Friday, December 11, 2015

Losing My Religion to Join the Revolution

Jerusalem

Greg Boyd begins his The Myth of a Christian Religion: Losing Your Religion for the Beauty of a Revolution this way:

"Once upon a time I embraced the Christian religion. Frankly, I wasn't very good at it. Religion just isn't my thing. For a while I felt like a failure. Some religious folk consigned me to the fire. But over time I've come to see my religious failure as a tremendous blessing. Because when I lost my religion, I discovered a beautiful revolution. This may surprise or even offend you, but Jesus is not the founder of the Christian religion." (K 61-68)

Indeed. Greg's excellent book reflects a small but powerful Jesus Movement made up of people who are leaving churches that are more "Christian-religious" than "Real Jesus."

Way back in the 1970s, when I was found by Jesus, the word was that Christianity was not a "religion." I even wrote a song about this. I was totally taken by Jesus, and still am. Want Jesus? Begin with the Gospels. You'll see Jesus battling against relIgion, since the religious spirit shuts the door to the Kingdom of God.

The Kingdom of God. This is the hermeneutical key to understanding the Real Jesus. Greg says: "What Jesus was about had nothing to do with being religious. Read the Gospels! He partied with the worst of sinners and outraged the religious. This is what got him crucified. What Jesus was about as starting a revolution. He called this revolution "the Kingdom of God." (K 68-77)
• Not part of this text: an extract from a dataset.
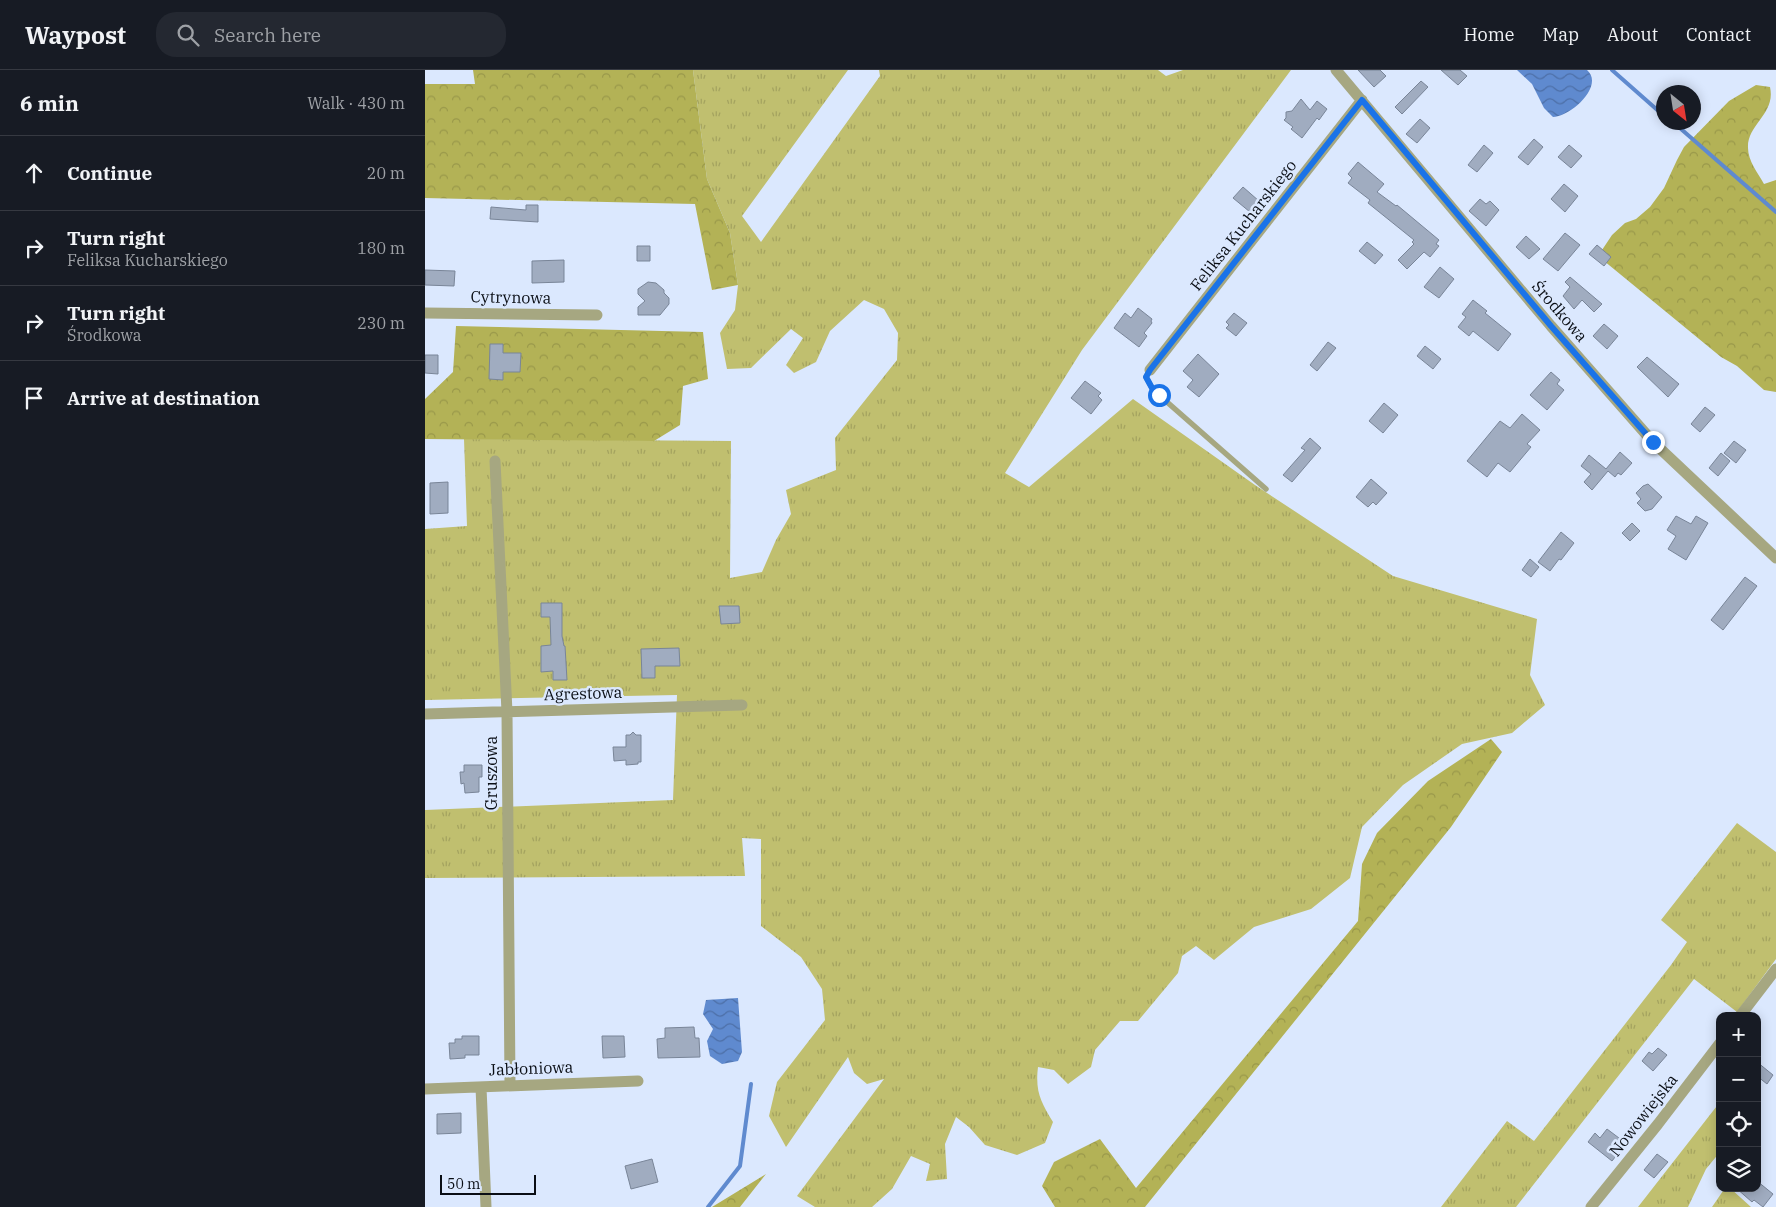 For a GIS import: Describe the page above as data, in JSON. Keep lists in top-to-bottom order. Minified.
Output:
{"streets":{"street":["Feliksa Kucharskiego","Cytrynowa","Środkowa","Agrestowa","Gruszowa","Jabłoniowa","Nowowiejska"]},"crossings":[["Feliksa Kucharskiego","Środkowa"],["Agrestowa","Gruszowa"],["Gruszowa","Jabłoniowa"]],"scale_bar":"50 m","north":"bottom right","page":{"header":"Waypost","search":"Search here","nav":["Home","Map","About","Contact"],"heading":["6 min","Walk · 430 m"],"list":[["Continue","20 m"],["Turn right","Feliksa Kucharskiego","180 m"],["Turn right","Środkowa","230 m"],"Arrive at destination"],"map_buttons":["+","−"],"scale":"50 m"}} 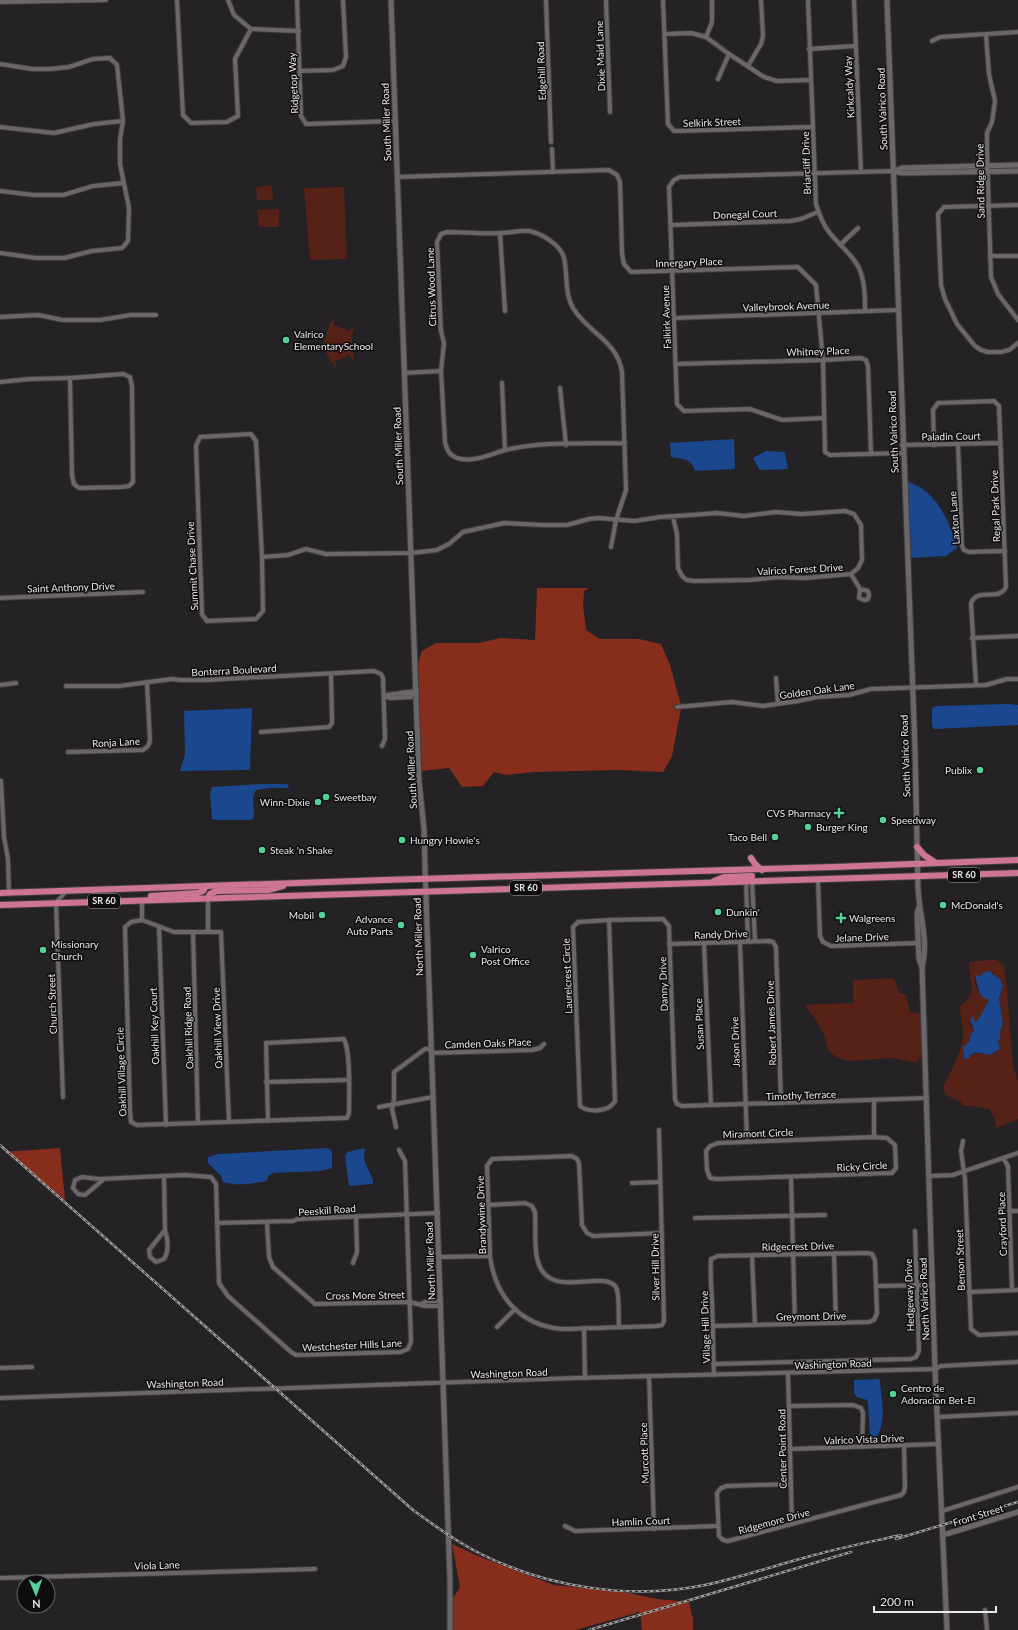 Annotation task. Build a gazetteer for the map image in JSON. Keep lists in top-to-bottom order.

What does Christianity-as-religion look like? In America, it looks like America. It wears the garment of prevailing culture. There is a "radical contradiction between the lifestyle Jesus calls his followers to embrace, on the one hand, and the typical American lifestyle." To do that is not incarnational (like Jesus) but is acquiescent. Incarnational Jesus-living lives in culture while revolting against un-Jesus aspects of culture, thereby transforming culture. (For more on this see H.Richard Niebuhr's classic Christ and Culture.) 
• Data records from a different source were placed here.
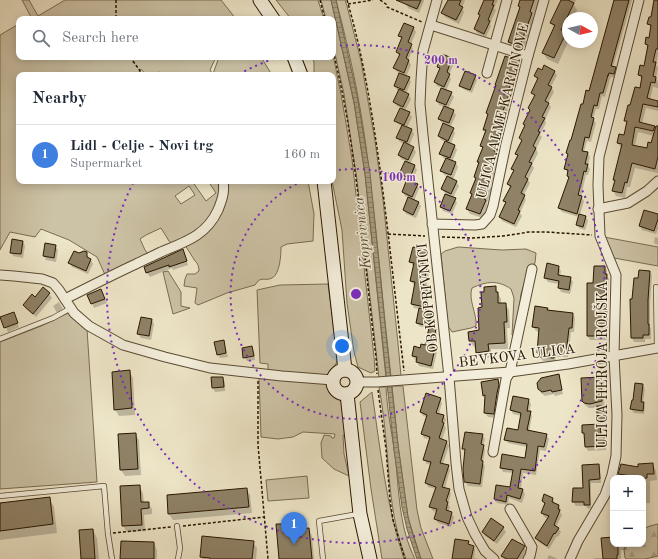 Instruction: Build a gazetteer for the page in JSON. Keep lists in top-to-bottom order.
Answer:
{
  "streets": {
    "street": [
      "ULICA ALME KARLINOVE",
      "OB KOPRIVNICI",
      "BEVKOVA ULICA",
      "ULICA HEROJA ROJŠKA"
    ]
  },
  "crossings": [
    ["ULICA ALME KARLINOVE", "OB KOPRIVNICI"],
    ["OB KOPRIVNICI", "BEVKOVA ULICA"],
    ["BEVKOVA ULICA", "ULICA HEROJA ROJŠKA"]
  ],
  "water": ["Koprivnica"],
  "north": "right",
  "page": {
    "search": "Search here",
    "heading": "Nearby",
    "list": [
      {
        "mark": "1",
        "name": "Lidl - Celje - Novi trg",
        "note": "Supermarket",
        "value": "160 m"
      }
    ],
    "map_buttons": ["+", "−"],
    "pins": "1"
  },
  "rings": ["200 m", "100 m"]
} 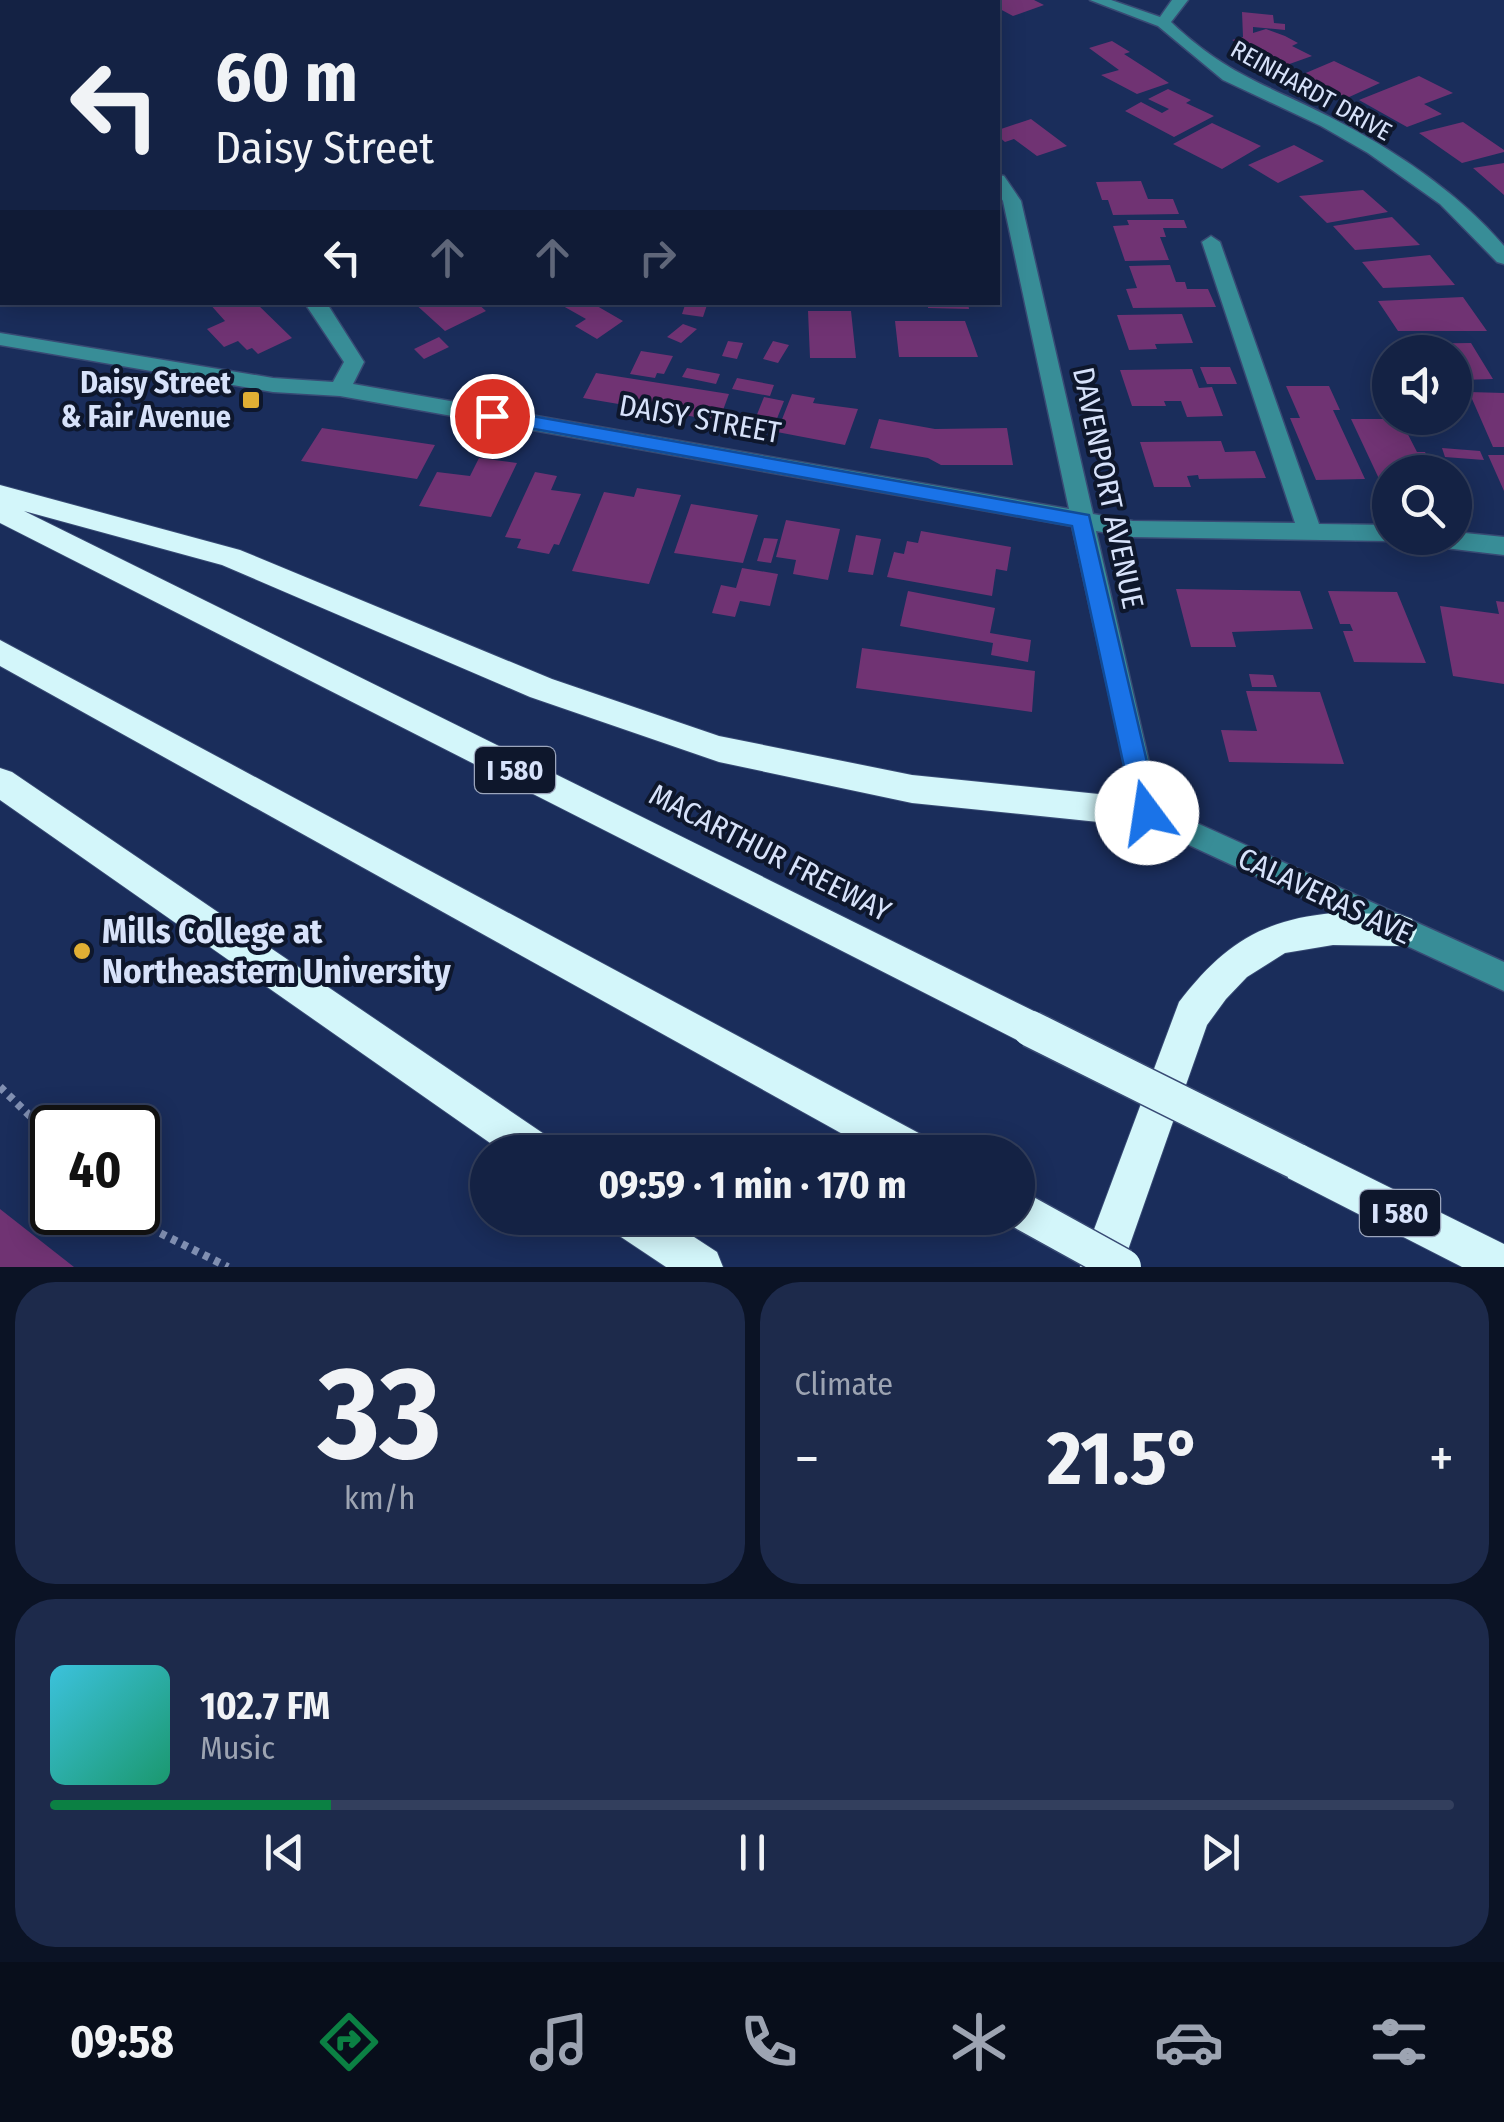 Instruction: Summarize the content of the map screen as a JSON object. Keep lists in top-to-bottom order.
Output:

What does the Kingdom of God look like? Greg says: it looks like Jesus.

He writes: "It struck me that the Church in America largely shares - even celebrates - the typical American lifestyle. Research confirms that the values of Americans who profess faith in Christ are largely indistinguishable from the values of those Americans who do not. How could this be if the Church is God's man "vehicle of salvation?"" (K 100-118)

When I was working as a campus minister at Michigan State University I was told about a certain notorious atheistic student who was creating chaos in the lives of some Christians. The atheist was informed that he should meet with me. He agreed, as did I, and we met. He grew up in a "Christian" environment and came to reject it. I asked him about what this looked like. As he described the Christianity he left I began to think, "The Christianity you left wasn't Christianity at all. You left a religion that, as far as I can tell, looks and sounds little like Jesus. So the "Christianity" you are now attacking isn't the real thing." 
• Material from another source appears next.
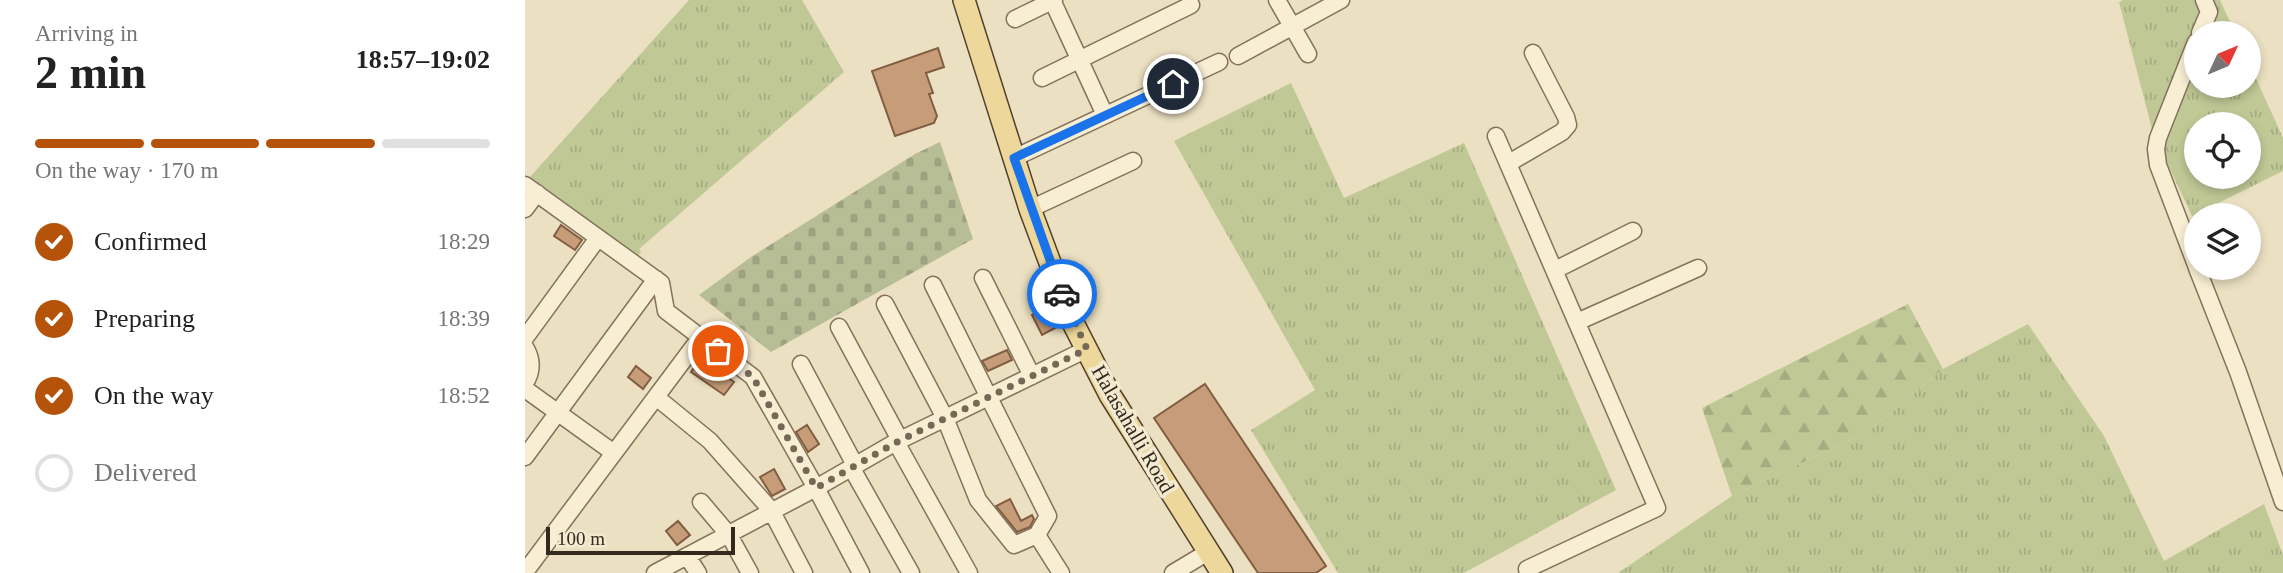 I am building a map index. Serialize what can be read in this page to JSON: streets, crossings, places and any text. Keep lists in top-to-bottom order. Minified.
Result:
{"streets":{"main road":["Halasahalli Road"]},"scale_bar":"100 m","north":"top right","page":{"heading":["2 min","Arriving in","18:57–19:02"],"bar":"On the way · 170 m","list":[["Confirmed","18:29"],["Preparing","18:39"],["On the way","18:52"],"Delivered"],"scale":"100 m"}}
Had he been exposed to the beautiful revolution I wonder if he would have left? How sad it is to see deconverted religious Christians attacking a 19th-century fundamentalist-religious American Jesus, or a 21st-century fog machine Entertainment Jesus, or the Jesus of Moralistic Therapeutic Deism

A lifetime of studying the Gospels have convinced me even more what I discovered back in the 70s; viz., that Jesus didn't come to earth to start a religion. That was when I lost my religion to join the Revolution.